But at last it was all told. Caldigate had been declared guilty, and the judge had condemned him to be confined to prison for two years. Judge Bramber had told him that, in his opinion, the jury could have found no other verdict; but he went on to say that, looking for some excuse for so terrible a deed as that which had been done,—so terrible for that poor lady who was now left nameless with a nameless infant,—he could imagine that the marriage, though legally solemnised, had nevertheless been so deficient in the appearances of solemnity as to have imbued the husband with the idea that it had not meant all that a marriage would have meant if celebrated in a church and with more of the outward appurtenances of religion. On that account he refrained from inflicting a severer penalty.
After the Verdict
When the verdict was given, Caldigate was at once marched round into the dock, having hitherto been allowed to sit in front of the dock between Mr. Seely and his father. But, standing in the dock, he heard the sentence pronounced upon him. ‘I never married the woman, my lord,’ he said, in a loud voice. But what he said could be of no avail. And then men looked at him as he disappeared with the jailers down the steps leading to regions below, and away to his prison, and they knew that he would no more be seen or heard of for two years. He had vanished. But there was the lady who was not his wife out at Folking,—the lady whom the jury had declared not to be his wife. What would become of her?
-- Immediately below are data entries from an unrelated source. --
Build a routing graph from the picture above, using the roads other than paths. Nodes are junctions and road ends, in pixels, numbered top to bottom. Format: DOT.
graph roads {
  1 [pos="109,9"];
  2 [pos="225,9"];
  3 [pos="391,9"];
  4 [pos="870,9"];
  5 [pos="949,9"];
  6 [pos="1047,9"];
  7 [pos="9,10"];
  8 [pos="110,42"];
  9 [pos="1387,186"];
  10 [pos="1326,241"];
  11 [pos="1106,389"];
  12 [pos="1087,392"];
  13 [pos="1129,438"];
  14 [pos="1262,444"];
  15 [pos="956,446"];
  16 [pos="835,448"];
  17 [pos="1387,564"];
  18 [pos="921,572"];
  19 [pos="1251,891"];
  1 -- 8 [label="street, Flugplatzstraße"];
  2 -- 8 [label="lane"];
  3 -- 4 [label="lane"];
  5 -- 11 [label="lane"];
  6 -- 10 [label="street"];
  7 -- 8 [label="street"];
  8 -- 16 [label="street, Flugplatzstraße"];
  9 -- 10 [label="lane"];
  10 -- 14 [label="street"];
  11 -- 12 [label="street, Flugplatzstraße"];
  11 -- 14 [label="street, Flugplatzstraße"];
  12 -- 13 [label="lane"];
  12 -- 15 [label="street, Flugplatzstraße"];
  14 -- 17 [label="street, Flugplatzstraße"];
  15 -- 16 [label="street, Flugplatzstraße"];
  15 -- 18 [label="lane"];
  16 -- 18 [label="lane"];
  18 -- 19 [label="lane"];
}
There was an old gentleman there in the court who had known Mr. Caldigate for many years,—one Mr. Ryder, who had been himself a practising barrister but had now retired. In those days they seldom saw each other; but, nevertheless, they were friends. ‘Caldigate,’ he said, ‘you had better let her go back to her own people.’
‘She shall stay with me,’ he replied.
’Better not. Believe me, she had better not. If so, how will it be with her when he is released? The two years will soon go by, and then she will be in his house. If that woman should die, he might marry her,—but till then she had better be with her own people.’
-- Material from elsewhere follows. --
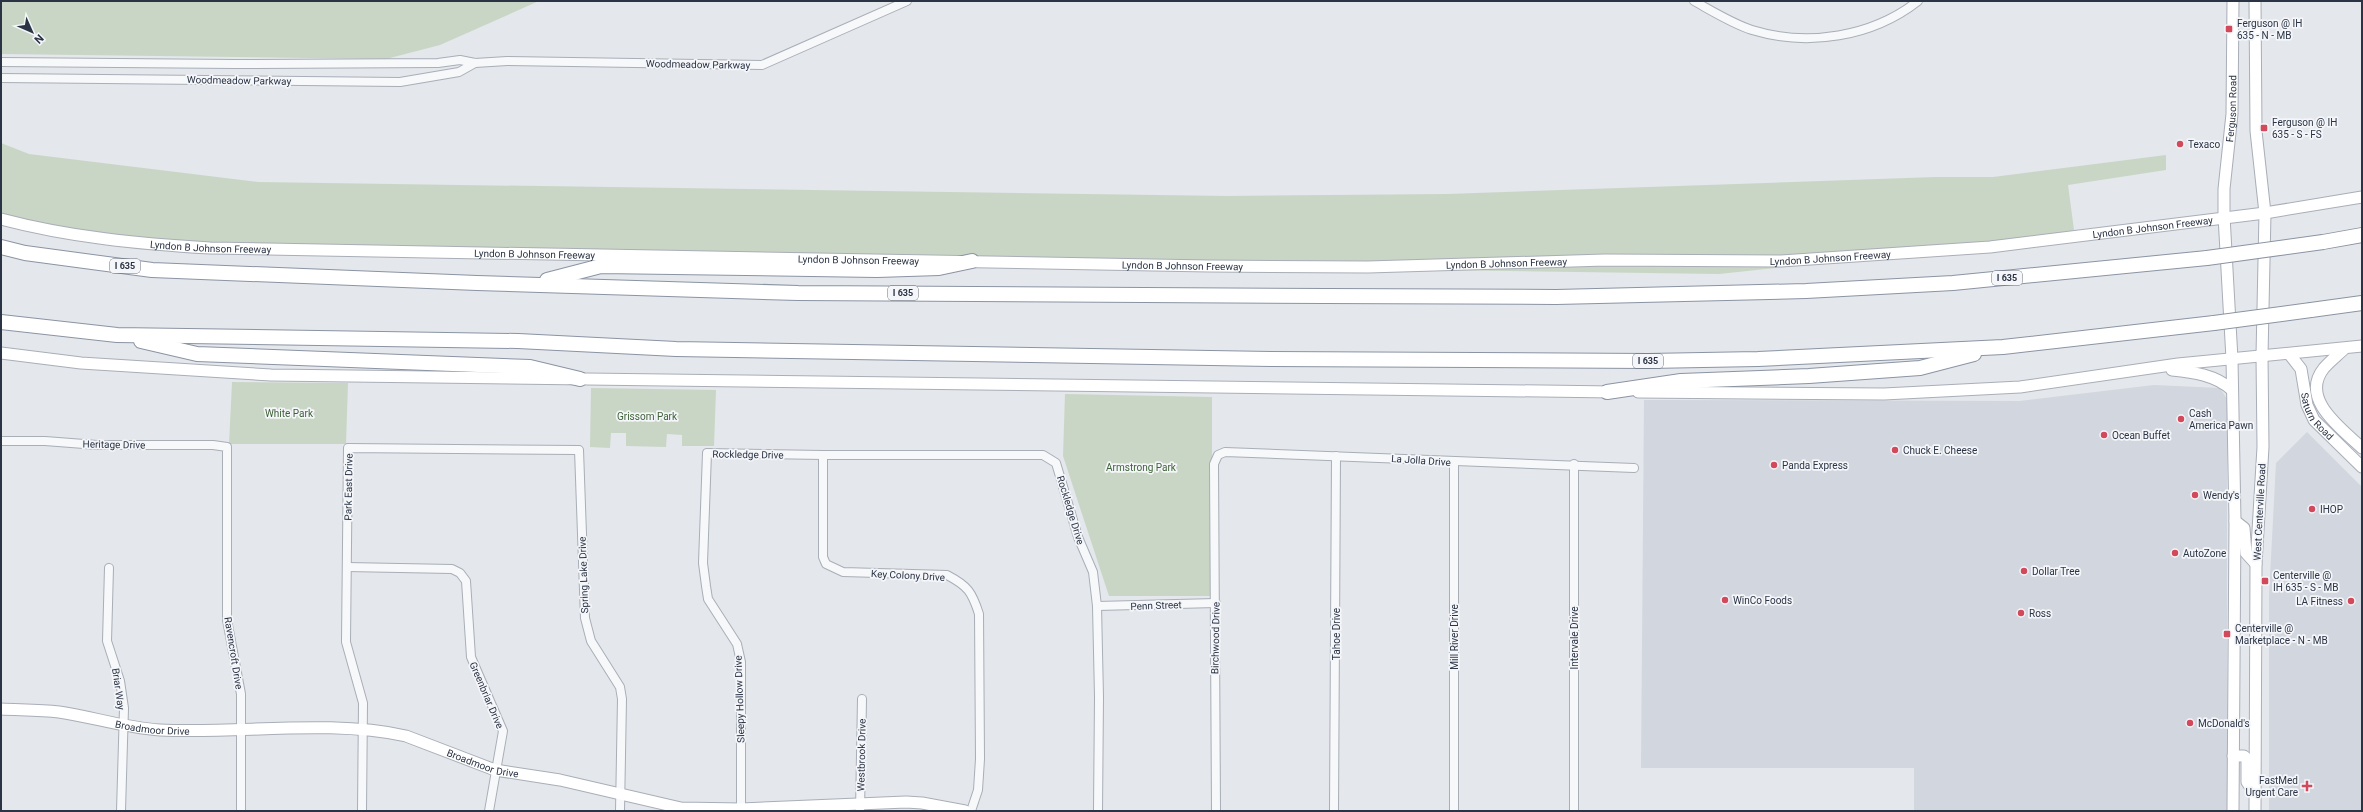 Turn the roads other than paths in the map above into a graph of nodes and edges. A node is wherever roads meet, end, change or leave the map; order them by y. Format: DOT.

‘She shall stay with me,’ the old man said again, repeating the words angrily, and shaking his head. He was so stunned by the blow that he could not argue the matter, but he knew that he had made the promise, and that he was resolved to abide by it.
She had better go back to her own people! All the world was saying it. She had no husband now. Everybody would respect her misfortune. Everybody would acknowledge her innocence. All would sympathise with her. All would love her. But she must go back to her own people. There was not a dissentient voice. ‘Of course she must go back to you now,’ Nicholas Bolton said to her father, and Nicholas Bolton seldom interfered in anything.